Collected data:
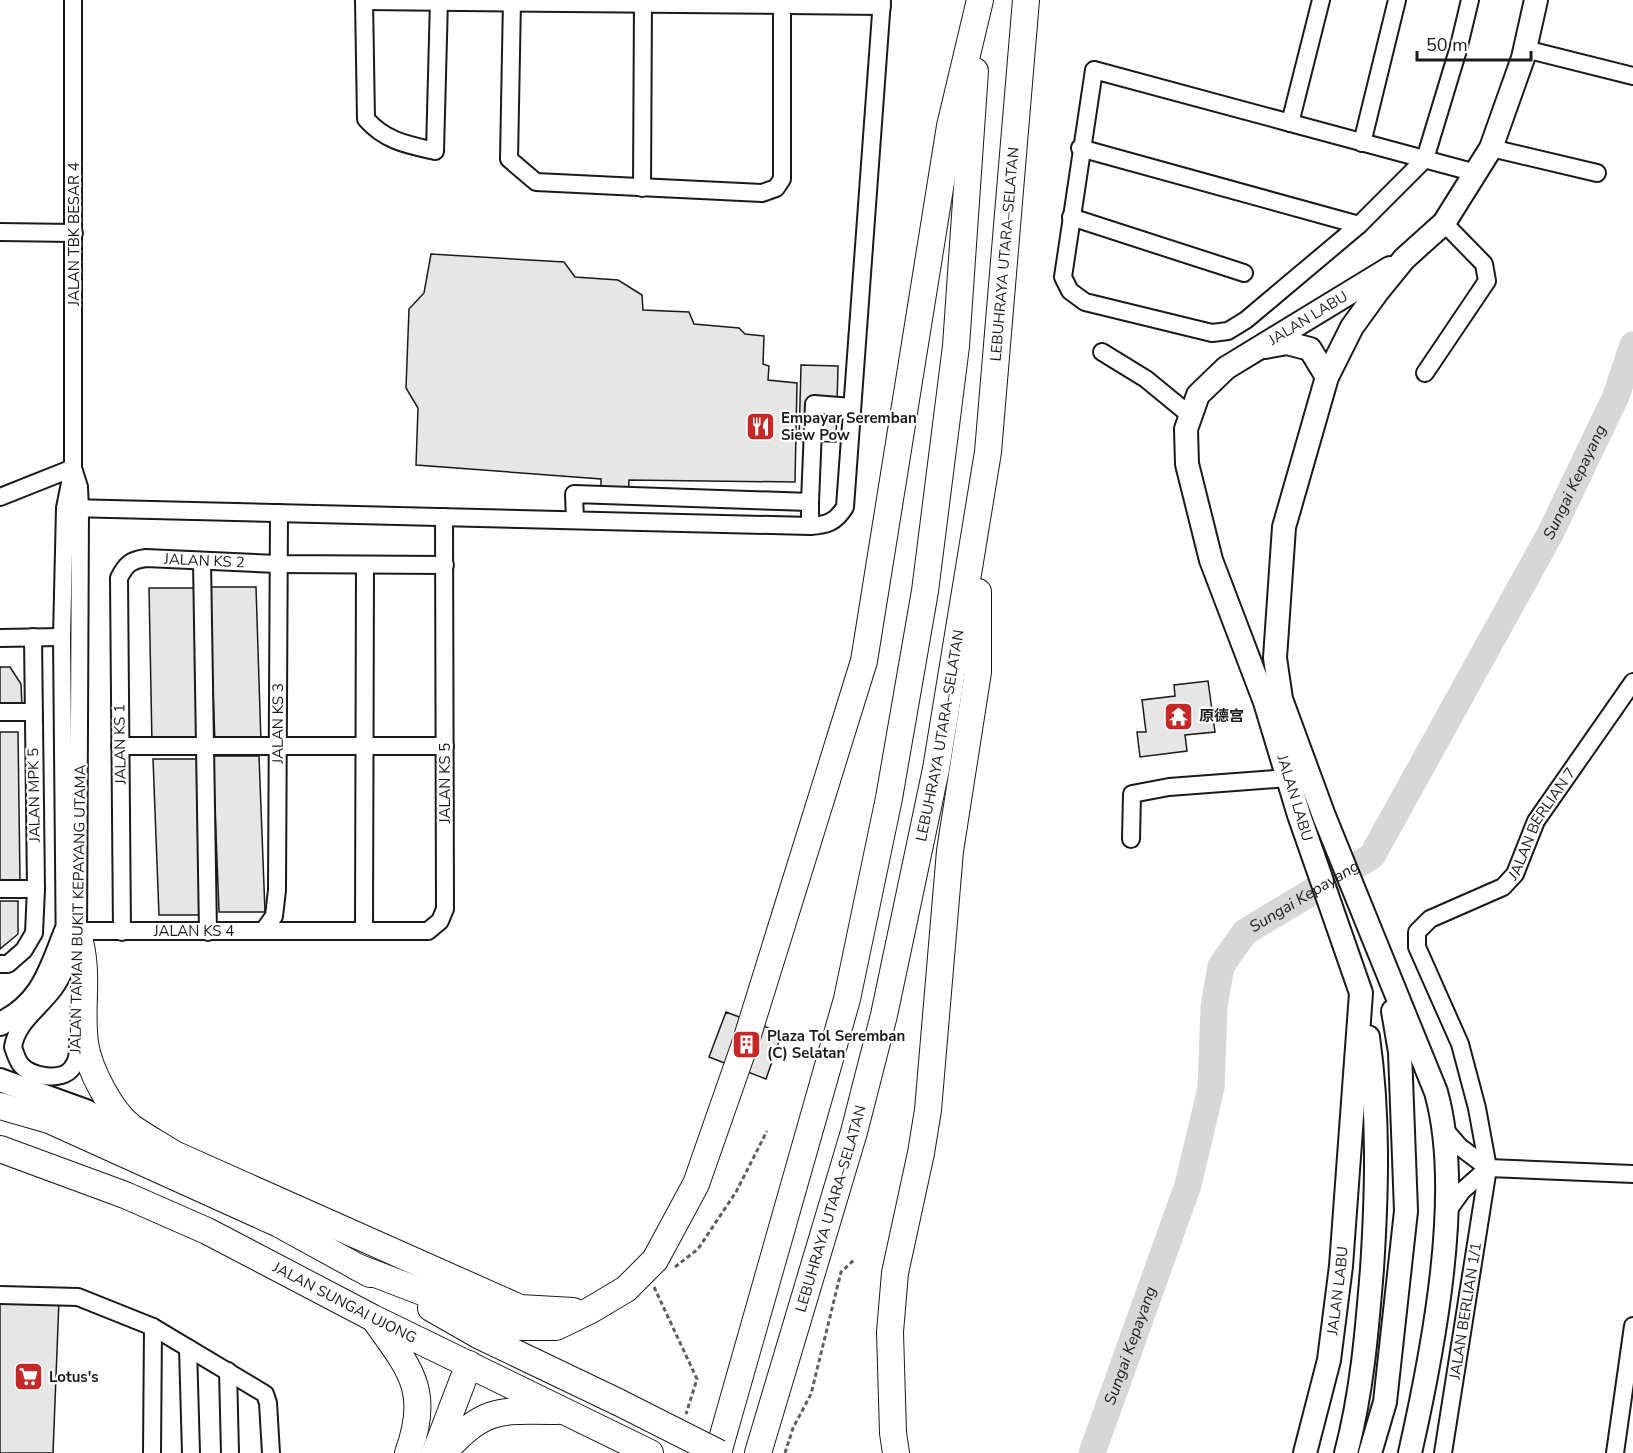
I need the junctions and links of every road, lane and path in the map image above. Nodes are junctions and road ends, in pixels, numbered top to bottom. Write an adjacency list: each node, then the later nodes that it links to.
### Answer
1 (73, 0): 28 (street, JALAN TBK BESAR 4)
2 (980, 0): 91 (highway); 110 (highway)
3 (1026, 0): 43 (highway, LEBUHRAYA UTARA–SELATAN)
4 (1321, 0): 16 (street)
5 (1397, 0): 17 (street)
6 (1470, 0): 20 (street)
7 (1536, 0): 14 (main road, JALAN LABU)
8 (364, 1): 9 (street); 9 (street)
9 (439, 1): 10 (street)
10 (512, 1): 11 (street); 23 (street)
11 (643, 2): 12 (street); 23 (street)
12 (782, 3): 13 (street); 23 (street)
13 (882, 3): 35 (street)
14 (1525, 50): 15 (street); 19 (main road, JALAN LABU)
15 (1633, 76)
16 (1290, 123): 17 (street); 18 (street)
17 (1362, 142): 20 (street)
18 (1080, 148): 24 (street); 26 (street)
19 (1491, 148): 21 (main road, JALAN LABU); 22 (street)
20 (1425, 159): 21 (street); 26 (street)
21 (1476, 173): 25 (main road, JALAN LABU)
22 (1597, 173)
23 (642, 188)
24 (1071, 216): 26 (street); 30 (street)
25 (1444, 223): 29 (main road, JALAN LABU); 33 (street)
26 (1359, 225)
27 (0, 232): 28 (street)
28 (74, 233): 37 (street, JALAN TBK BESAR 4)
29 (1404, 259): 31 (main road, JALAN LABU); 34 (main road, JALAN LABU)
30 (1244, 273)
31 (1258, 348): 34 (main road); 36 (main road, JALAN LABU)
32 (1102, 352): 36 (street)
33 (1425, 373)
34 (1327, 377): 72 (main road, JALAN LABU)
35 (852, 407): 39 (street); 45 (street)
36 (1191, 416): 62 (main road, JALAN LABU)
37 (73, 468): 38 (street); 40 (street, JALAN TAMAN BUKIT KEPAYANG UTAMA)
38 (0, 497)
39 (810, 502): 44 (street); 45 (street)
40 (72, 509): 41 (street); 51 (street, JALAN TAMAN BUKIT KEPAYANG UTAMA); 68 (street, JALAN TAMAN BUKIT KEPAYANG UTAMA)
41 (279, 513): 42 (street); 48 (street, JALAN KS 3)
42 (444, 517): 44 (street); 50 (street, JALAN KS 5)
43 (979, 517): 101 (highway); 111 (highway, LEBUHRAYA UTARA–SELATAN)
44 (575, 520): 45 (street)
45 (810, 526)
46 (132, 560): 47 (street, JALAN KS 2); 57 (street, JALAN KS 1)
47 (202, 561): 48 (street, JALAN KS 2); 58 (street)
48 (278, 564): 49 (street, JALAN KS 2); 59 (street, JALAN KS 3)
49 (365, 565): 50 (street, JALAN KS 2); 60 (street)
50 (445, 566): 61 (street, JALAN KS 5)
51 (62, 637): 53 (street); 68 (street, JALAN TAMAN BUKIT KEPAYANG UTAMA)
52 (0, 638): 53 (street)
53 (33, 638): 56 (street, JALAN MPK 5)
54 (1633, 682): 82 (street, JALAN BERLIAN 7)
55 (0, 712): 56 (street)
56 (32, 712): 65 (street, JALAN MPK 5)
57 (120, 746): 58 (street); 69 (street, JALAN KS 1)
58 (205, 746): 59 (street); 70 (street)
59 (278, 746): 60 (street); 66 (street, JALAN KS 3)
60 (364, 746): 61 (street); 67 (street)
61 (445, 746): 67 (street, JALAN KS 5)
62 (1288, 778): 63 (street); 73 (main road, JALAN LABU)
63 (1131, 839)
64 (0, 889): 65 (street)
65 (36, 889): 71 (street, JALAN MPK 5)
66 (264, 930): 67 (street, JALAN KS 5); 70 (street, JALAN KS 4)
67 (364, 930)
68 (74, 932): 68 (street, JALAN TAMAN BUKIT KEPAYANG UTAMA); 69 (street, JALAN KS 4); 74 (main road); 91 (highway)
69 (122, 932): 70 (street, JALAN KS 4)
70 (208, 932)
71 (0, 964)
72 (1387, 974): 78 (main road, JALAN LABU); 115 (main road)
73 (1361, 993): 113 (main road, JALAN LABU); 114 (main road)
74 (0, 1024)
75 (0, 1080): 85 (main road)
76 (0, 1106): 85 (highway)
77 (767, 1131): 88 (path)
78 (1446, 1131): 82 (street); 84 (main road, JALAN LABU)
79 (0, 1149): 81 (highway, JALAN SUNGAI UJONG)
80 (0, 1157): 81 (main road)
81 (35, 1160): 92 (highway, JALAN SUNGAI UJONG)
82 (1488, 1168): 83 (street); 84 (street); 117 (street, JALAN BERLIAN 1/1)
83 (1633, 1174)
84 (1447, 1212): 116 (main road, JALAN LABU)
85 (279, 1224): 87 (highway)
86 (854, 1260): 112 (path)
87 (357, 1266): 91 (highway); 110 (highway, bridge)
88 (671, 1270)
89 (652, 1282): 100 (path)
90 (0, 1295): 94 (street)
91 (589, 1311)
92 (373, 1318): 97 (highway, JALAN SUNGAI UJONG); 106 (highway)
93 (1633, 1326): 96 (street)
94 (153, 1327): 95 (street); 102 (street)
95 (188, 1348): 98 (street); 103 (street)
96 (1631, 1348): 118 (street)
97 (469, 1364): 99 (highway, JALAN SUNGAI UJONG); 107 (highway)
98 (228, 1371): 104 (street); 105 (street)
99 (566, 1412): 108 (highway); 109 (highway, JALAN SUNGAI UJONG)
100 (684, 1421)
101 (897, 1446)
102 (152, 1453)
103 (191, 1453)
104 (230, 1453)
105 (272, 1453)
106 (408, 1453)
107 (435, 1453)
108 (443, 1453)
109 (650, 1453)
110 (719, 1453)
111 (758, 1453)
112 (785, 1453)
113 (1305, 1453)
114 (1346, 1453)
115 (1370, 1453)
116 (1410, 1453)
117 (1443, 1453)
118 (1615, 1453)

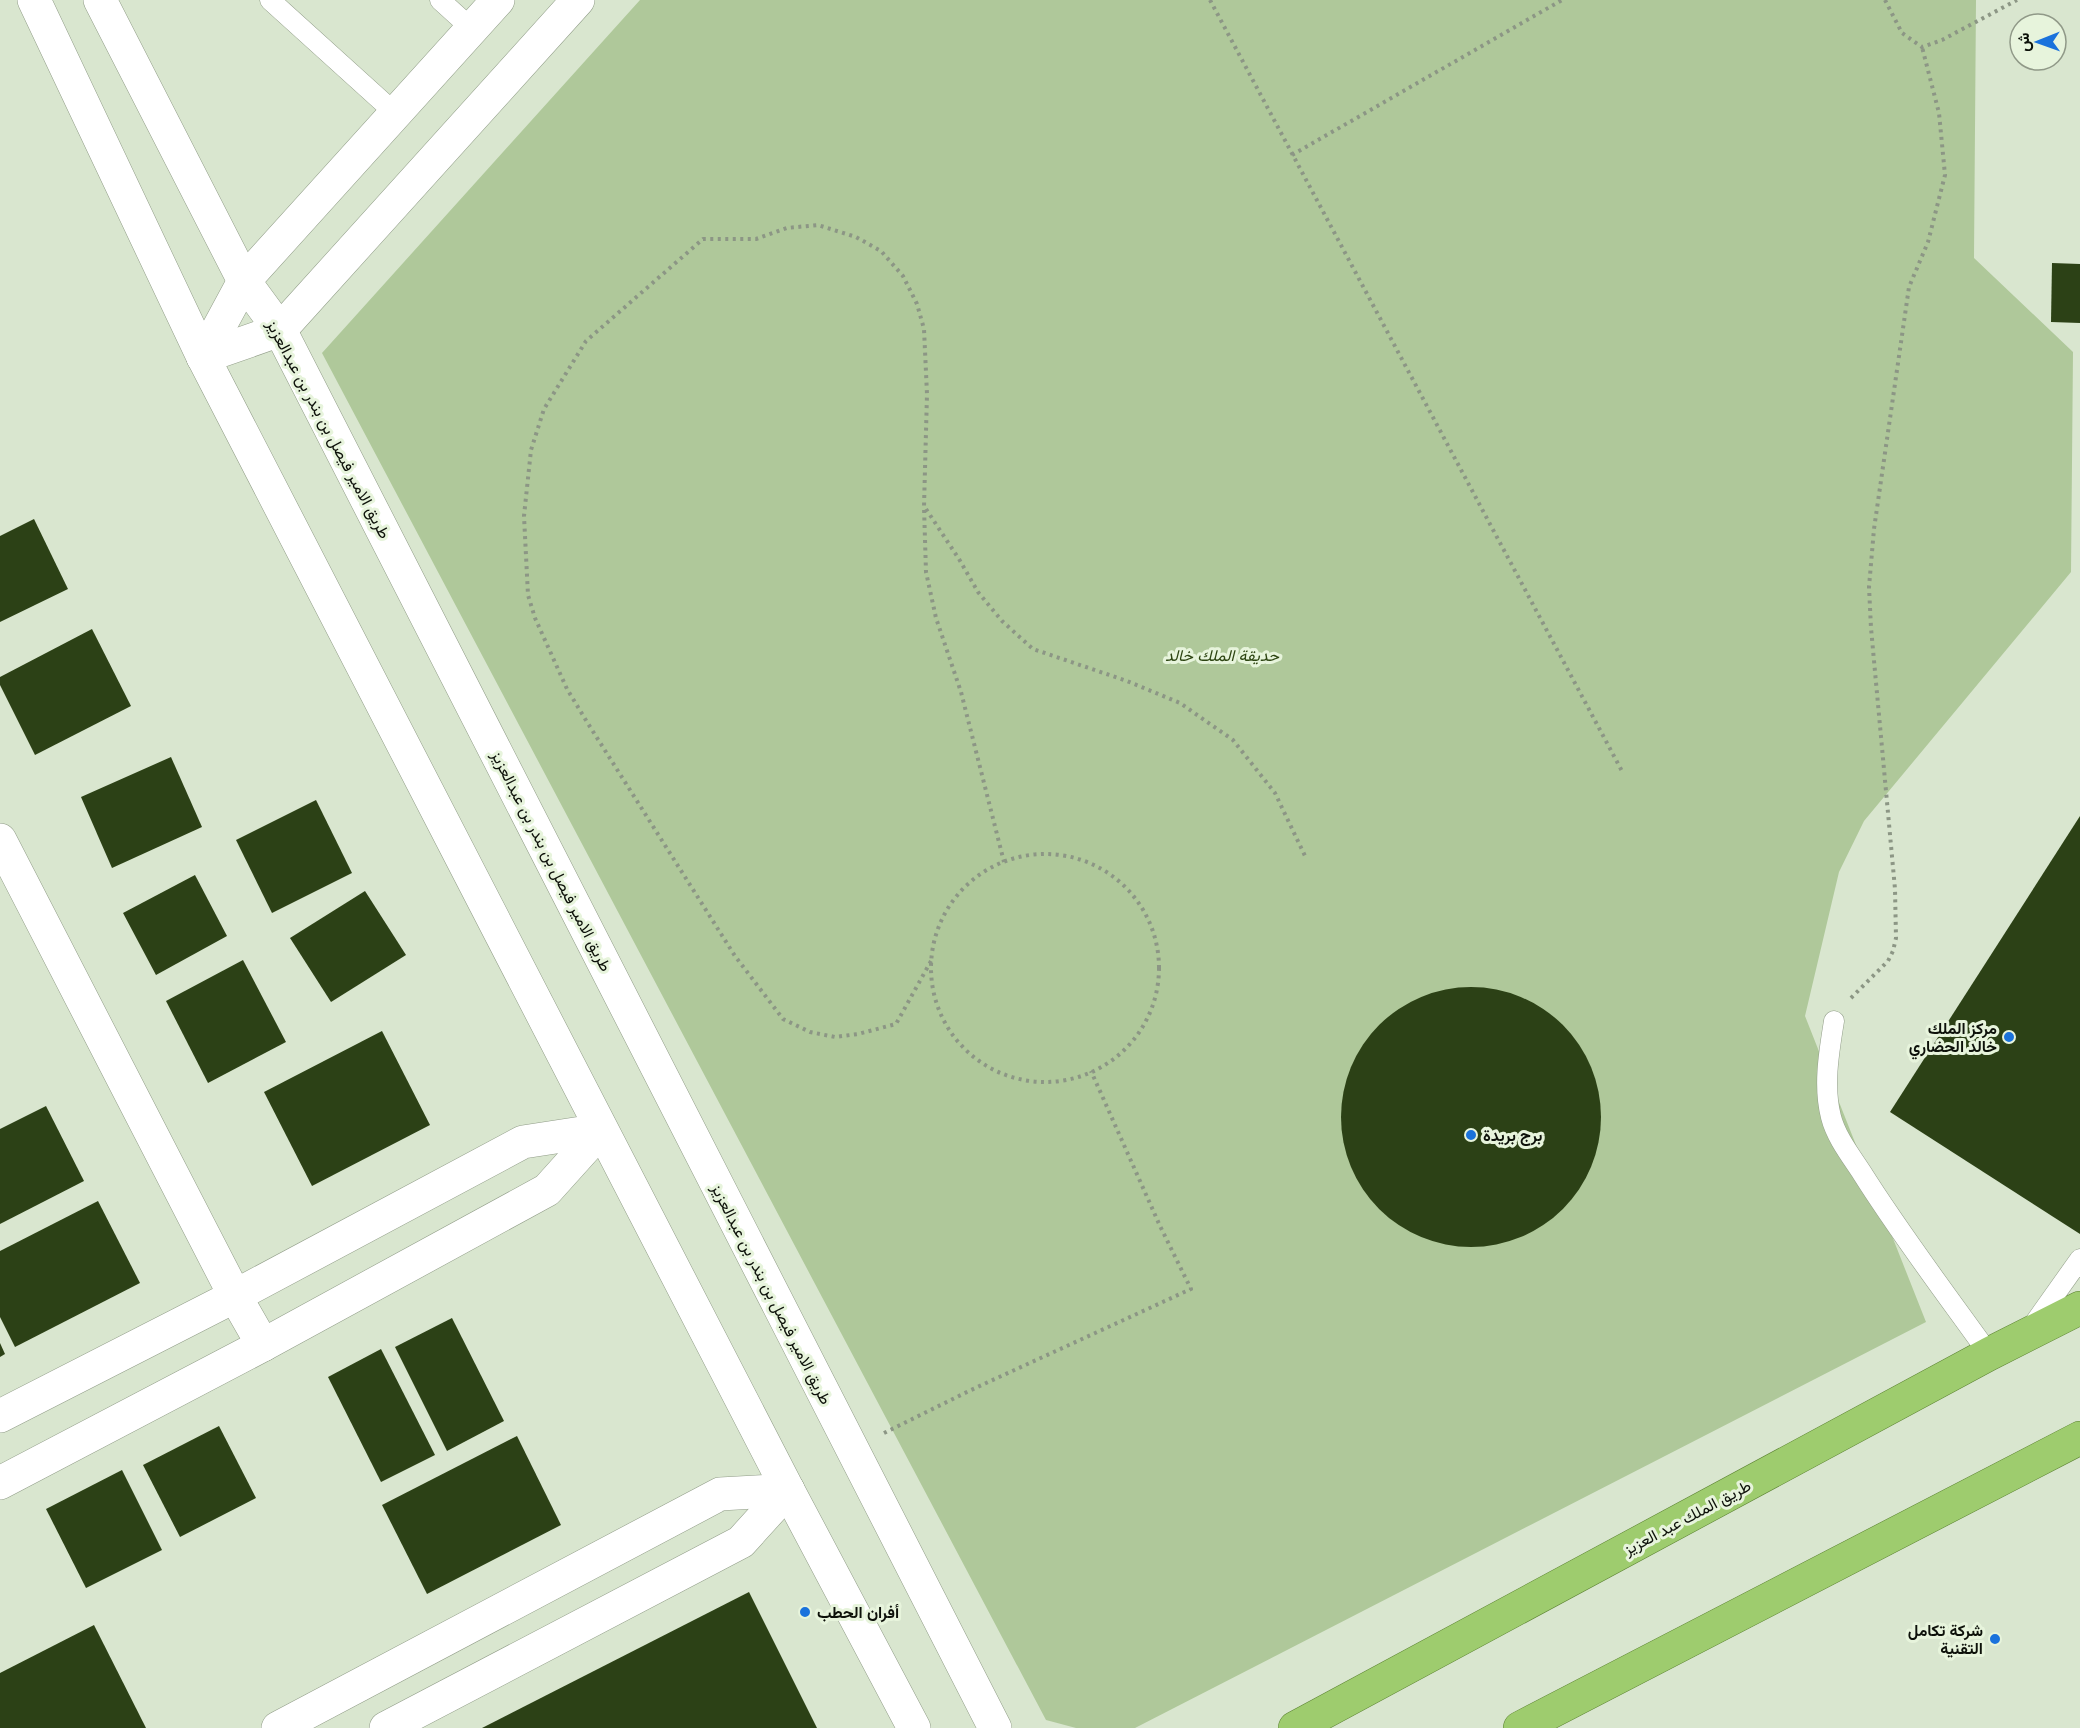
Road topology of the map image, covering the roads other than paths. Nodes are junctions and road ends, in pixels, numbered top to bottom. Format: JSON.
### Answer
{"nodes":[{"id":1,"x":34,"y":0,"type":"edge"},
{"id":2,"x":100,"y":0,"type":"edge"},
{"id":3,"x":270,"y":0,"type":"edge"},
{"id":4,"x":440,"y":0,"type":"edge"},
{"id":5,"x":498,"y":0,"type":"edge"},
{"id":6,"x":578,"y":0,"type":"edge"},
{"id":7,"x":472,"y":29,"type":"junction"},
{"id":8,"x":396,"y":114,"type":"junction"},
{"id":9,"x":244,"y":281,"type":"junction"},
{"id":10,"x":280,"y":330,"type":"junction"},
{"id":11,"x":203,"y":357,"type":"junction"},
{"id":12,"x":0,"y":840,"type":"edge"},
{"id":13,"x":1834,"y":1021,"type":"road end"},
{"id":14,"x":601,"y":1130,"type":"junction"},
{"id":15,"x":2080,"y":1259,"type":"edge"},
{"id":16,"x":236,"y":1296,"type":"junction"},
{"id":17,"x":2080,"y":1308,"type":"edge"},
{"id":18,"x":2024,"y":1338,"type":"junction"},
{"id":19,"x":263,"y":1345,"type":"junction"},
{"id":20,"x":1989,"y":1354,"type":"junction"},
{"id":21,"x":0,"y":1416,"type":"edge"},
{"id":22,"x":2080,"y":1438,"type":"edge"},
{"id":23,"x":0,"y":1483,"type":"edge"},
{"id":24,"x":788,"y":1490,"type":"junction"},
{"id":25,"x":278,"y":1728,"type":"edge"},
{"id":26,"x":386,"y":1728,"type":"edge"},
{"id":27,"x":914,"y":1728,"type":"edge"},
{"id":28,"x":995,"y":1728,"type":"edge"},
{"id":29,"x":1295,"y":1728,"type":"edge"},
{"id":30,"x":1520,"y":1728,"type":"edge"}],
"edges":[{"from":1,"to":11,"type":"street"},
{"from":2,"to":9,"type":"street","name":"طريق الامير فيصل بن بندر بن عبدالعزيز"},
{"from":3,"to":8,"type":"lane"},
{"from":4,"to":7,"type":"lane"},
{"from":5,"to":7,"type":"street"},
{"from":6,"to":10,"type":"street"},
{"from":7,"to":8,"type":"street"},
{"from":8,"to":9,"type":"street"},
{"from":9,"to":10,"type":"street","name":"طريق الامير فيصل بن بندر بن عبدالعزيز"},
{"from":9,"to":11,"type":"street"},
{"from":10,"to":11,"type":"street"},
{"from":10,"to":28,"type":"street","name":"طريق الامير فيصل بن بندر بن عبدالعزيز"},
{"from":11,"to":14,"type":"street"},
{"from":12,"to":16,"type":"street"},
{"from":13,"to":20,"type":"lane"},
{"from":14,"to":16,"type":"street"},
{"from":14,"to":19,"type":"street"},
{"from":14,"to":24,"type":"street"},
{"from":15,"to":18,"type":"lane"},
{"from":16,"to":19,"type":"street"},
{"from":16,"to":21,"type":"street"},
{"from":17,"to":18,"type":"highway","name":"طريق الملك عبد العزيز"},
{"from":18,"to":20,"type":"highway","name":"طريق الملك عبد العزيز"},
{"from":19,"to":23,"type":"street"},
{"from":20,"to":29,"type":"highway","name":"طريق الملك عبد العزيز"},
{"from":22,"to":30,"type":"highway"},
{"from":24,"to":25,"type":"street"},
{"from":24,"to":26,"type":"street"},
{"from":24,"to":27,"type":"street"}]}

» Problem description: Every line above in which the word "طريق" occurs is to be copied.

» Solution:
{"from":2,"to":9,"type":"street","name":"طريق الامير فيصل بن بندر بن عبدالعزيز"},
{"from":9,"to":10,"type":"street","name":"طريق الامير فيصل بن بندر بن عبدالعزيز"},
{"from":10,"to":28,"type":"street","name":"طريق الامير فيصل بن بندر بن عبدالعزيز"},
{"from":17,"to":18,"type":"highway","name":"طريق الملك عبد العزيز"},
{"from":18,"to":20,"type":"highway","name":"طريق الملك عبد العزيز"},
{"from":20,"to":29,"type":"highway","name":"طريق الملك عبد العزيز"},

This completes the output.